Let’s Read: Superhuman AI for multiplayer poker
On July 11, a new poker AI is published in Science. Called Pluribus, it plays 6-player No-limit Texas Hold’em at superhuman level.
In this post, we read through the paper. The level of exposition is between the paper (too serious) and the popular press (too entertaining).
Basics of Texas Hold’em
If you don’t know what it even is, like me, then playing a tutorial would be best. I used Learn Poker on my phone.
Now that you know how to play it, it’s time to deal with some of the terminologies.
Big blind: the minimal money/poker chips that every player must bet in order to play. For example, $0.1 would be a reasonable amount in casual play.
No-limit: you can bet as much as you want. Okay, not really. You can’t bet a billion dollars. In practical playing, it’s usually limited to something “reasonable” like 100 times of the big blind.
Limping: betting the minimal amount that you have to bet, in order to keep yourself in the game. This is generally considered bad: if you feel confident, you should raise the bet, and if you feel diffident, you should quit.
Donk betting: some kind of uncommon play that’s usually considered dumb (like a donkey). I didn’t figure out what it actually means.
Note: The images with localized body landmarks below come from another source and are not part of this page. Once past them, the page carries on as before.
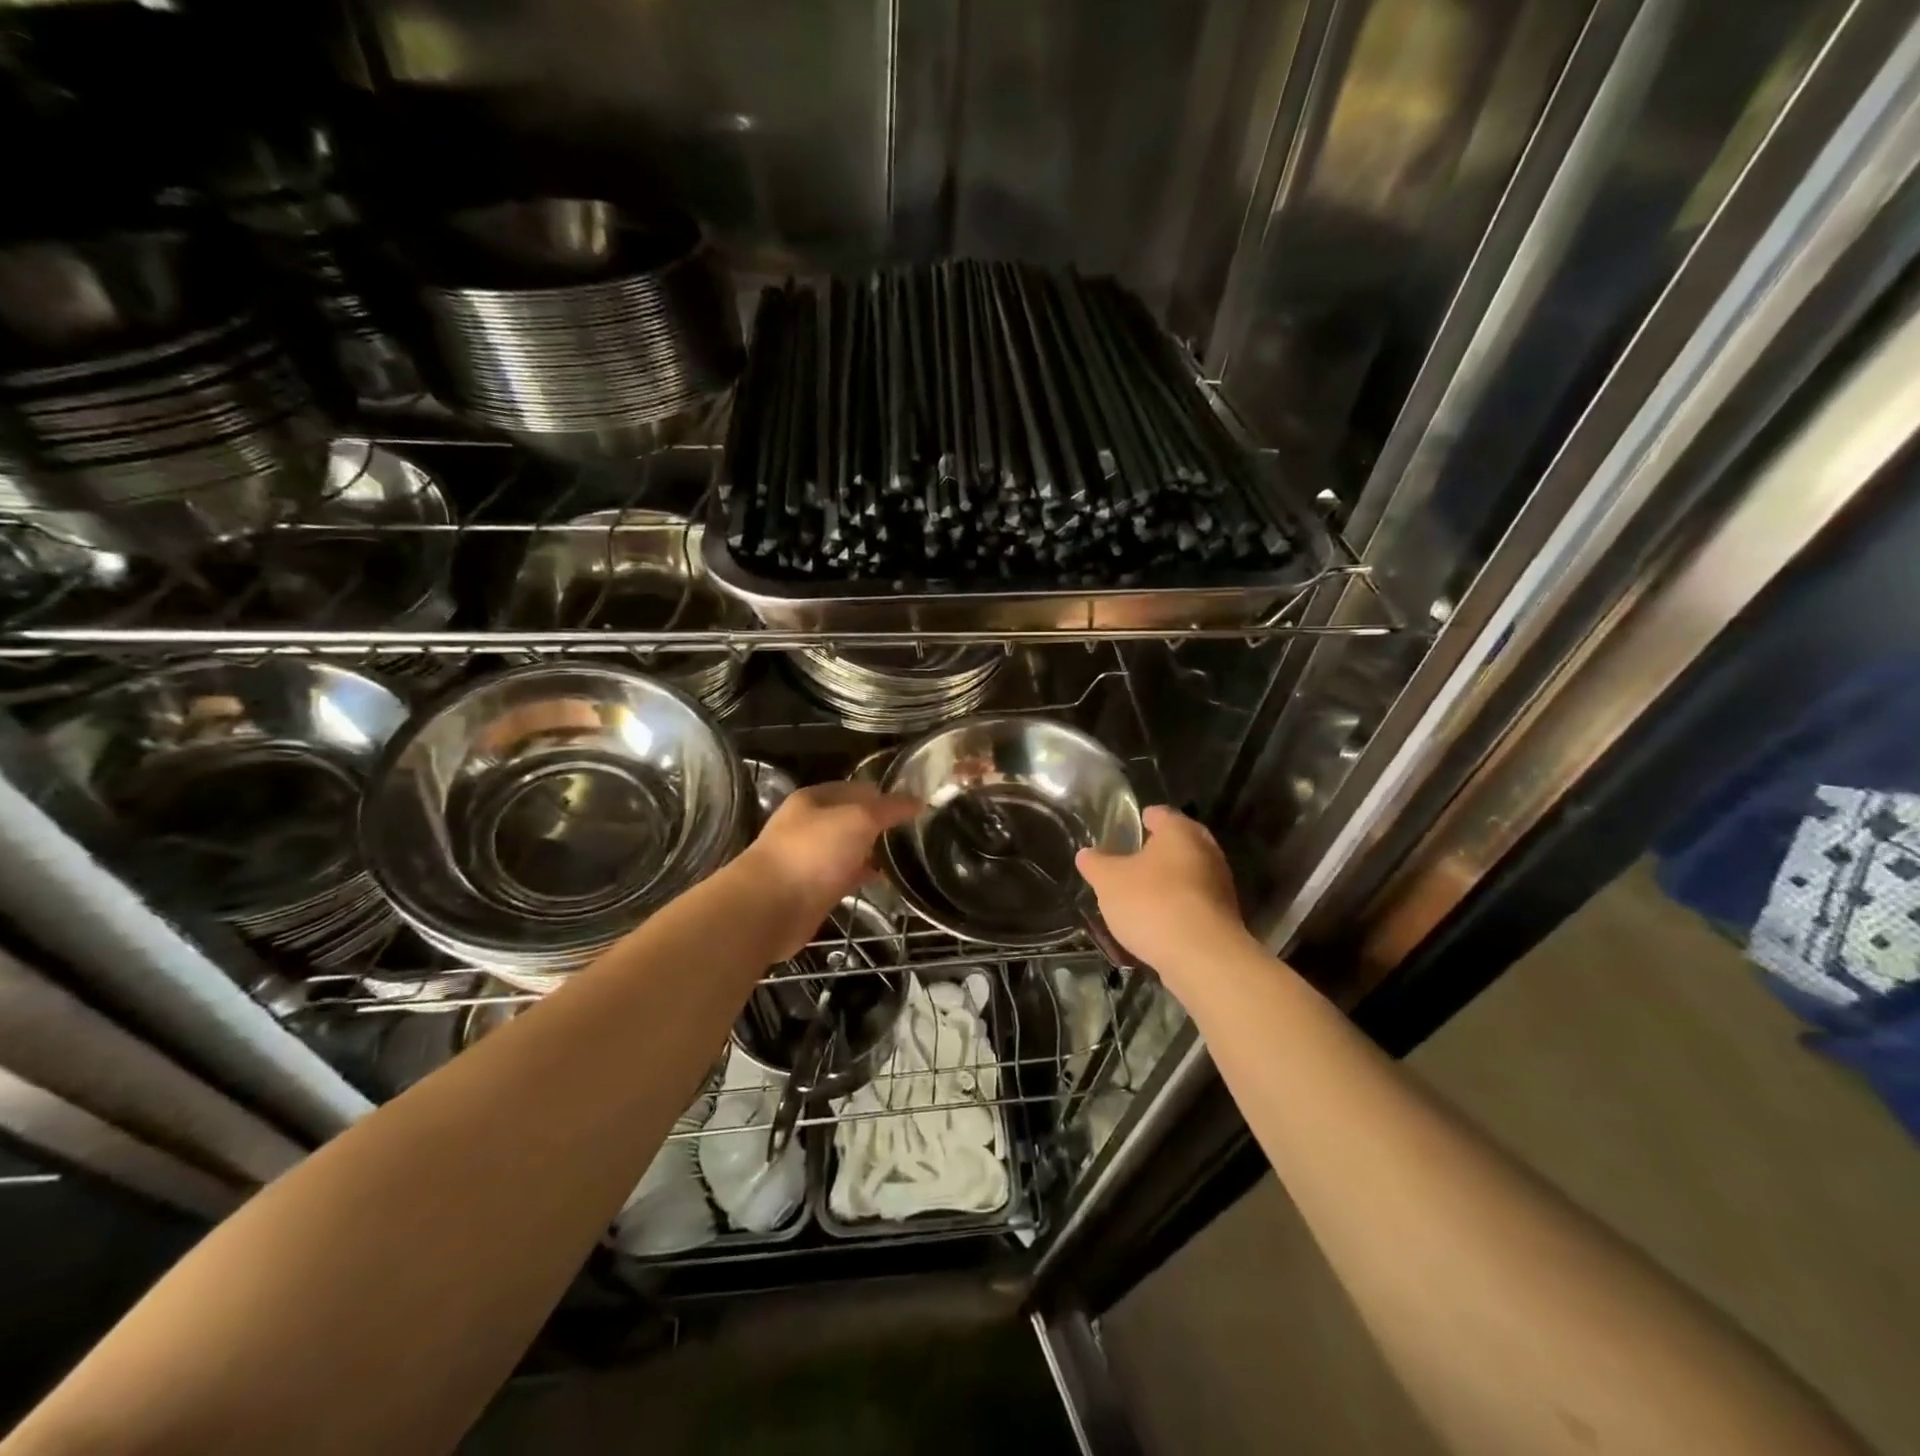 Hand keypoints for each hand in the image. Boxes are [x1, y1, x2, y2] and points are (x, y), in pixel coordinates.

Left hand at [738, 782, 921, 957]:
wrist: (770, 907)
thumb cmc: (813, 852)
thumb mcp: (858, 819)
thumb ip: (889, 809)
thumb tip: (917, 800)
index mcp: (813, 799)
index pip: (857, 788)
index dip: (885, 794)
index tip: (915, 805)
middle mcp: (809, 825)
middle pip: (851, 818)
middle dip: (880, 823)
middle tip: (915, 831)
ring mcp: (809, 858)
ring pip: (848, 848)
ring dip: (872, 851)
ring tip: (906, 855)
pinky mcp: (812, 889)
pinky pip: (844, 876)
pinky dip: (862, 875)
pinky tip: (883, 880)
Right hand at [1076, 806, 1244, 972]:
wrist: (1202, 956)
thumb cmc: (1152, 903)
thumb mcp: (1109, 881)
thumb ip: (1096, 864)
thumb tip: (1086, 854)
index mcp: (1180, 831)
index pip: (1160, 814)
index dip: (1141, 820)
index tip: (1126, 830)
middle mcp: (1207, 850)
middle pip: (1179, 842)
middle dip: (1157, 851)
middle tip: (1132, 861)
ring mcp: (1221, 884)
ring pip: (1190, 873)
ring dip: (1170, 880)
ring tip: (1143, 893)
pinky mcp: (1225, 916)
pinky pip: (1196, 901)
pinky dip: (1179, 905)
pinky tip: (1160, 920) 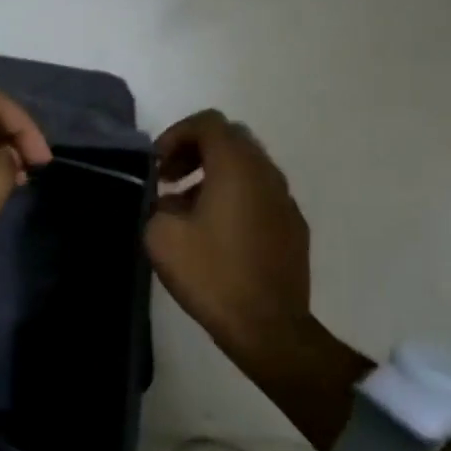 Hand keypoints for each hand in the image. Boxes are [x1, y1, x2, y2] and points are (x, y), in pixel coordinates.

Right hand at [145, 110, 316, 370]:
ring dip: (214, 174)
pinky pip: (260, 193)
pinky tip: (216, 231)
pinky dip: (235, 195)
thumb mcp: (162, 235)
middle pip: (230, 138)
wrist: (267, 327)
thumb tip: (166, 199)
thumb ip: (157, 203)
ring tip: (186, 207)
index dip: (176, 134)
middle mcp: (266, 173)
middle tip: (168, 179)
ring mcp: (285, 200)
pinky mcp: (293, 226)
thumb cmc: (212, 274)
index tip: (157, 165)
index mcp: (236, 167)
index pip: (208, 122)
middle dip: (195, 150)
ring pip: (247, 166)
The authors are Noam Brown and Tuomas Sandholm. Previously, they made the news by writing Libratus, a poker AI that beat human champions in 2-player no-limit Texas Hold’em, in 2017.
Pluribus contains a lot of the code from Libratus and its siblings:
The authors have ownership interest in Strategic Machine, Inc. and Strategy Robot, Inc. which have exclusively licensed prior game-solving code from Prof. Sandholm’s Carnegie Mellon University laboratory, which constitutes the bulk of the code in Pluribus.
Scroll to the bottom for more on the two companies.
Highlights from the paper
Is Nash equilibrium even worthwhile?
In multiplayer games, Nash equilibriums are not easy to compute, and might not even matter. Consider the Lemonade Stand Game:
It is summer on Lemonade Island, and you need to make some cash. You decide to set up a lemonade stand on the beach (which goes all around the island), as do two others. There are twelve places to set up around the island like the numbers on a clock. Your price is fixed, and all people go to the nearest lemonade stand. The game is repeated. Every night, everyone moves under cover of darkness (simultaneously). There is no cost to move. After 100 days of summer, the game is over. The utility of the repeated game is the sum of the utilities of the single-shot games.
The Nash equilibrium is when three of you are equidistant from each other, but there’s no way to achieve that unilaterally. You might decide that you will just stay in Stand 0 and wait for the others to get to Stand 4 and Stand 8, but they might decide upon a different Nash equilibrium.
The authors decided to go all empirical and not consider the problem of Nash equilibrium:
The shortcomings of Nash equilibria outside of two-player zero-sum games, and the failure of any other game-theoretic solution concept to convincingly overcome them, have raised the question of what the right goal should even be in such games. In the case of six-player poker, we take the viewpoint that our goal should not be a specific game-theoretic solution concept, but rather to create an AI that empirically consistently defeats human opponents, including elite human professionals.
The success of Pluribus appears to vindicate them:
… even though the techniques do not have known strong theoretical guarantees on performance outside of the two-player zero-sum setting, they are nevertheless capable of producing superhuman strategies in a wider class of strategic settings.
Description of Pluribus
Pluribus first produces a “blueprint” by offline self-play, then during live gaming, adapt it:
The core of Pluribus’s strategy was computed via self play, in which the AI plays against copies of itself, without any data of human or prior AI play used… Pluribus’s self play produces a strategy for the entire game offline, which we refer to as the blueprint strategy. Then during actual play against opponents, Pluribus improves upon the blueprint strategy by searching for a better strategy in real time for the situations it finds itself in during the game.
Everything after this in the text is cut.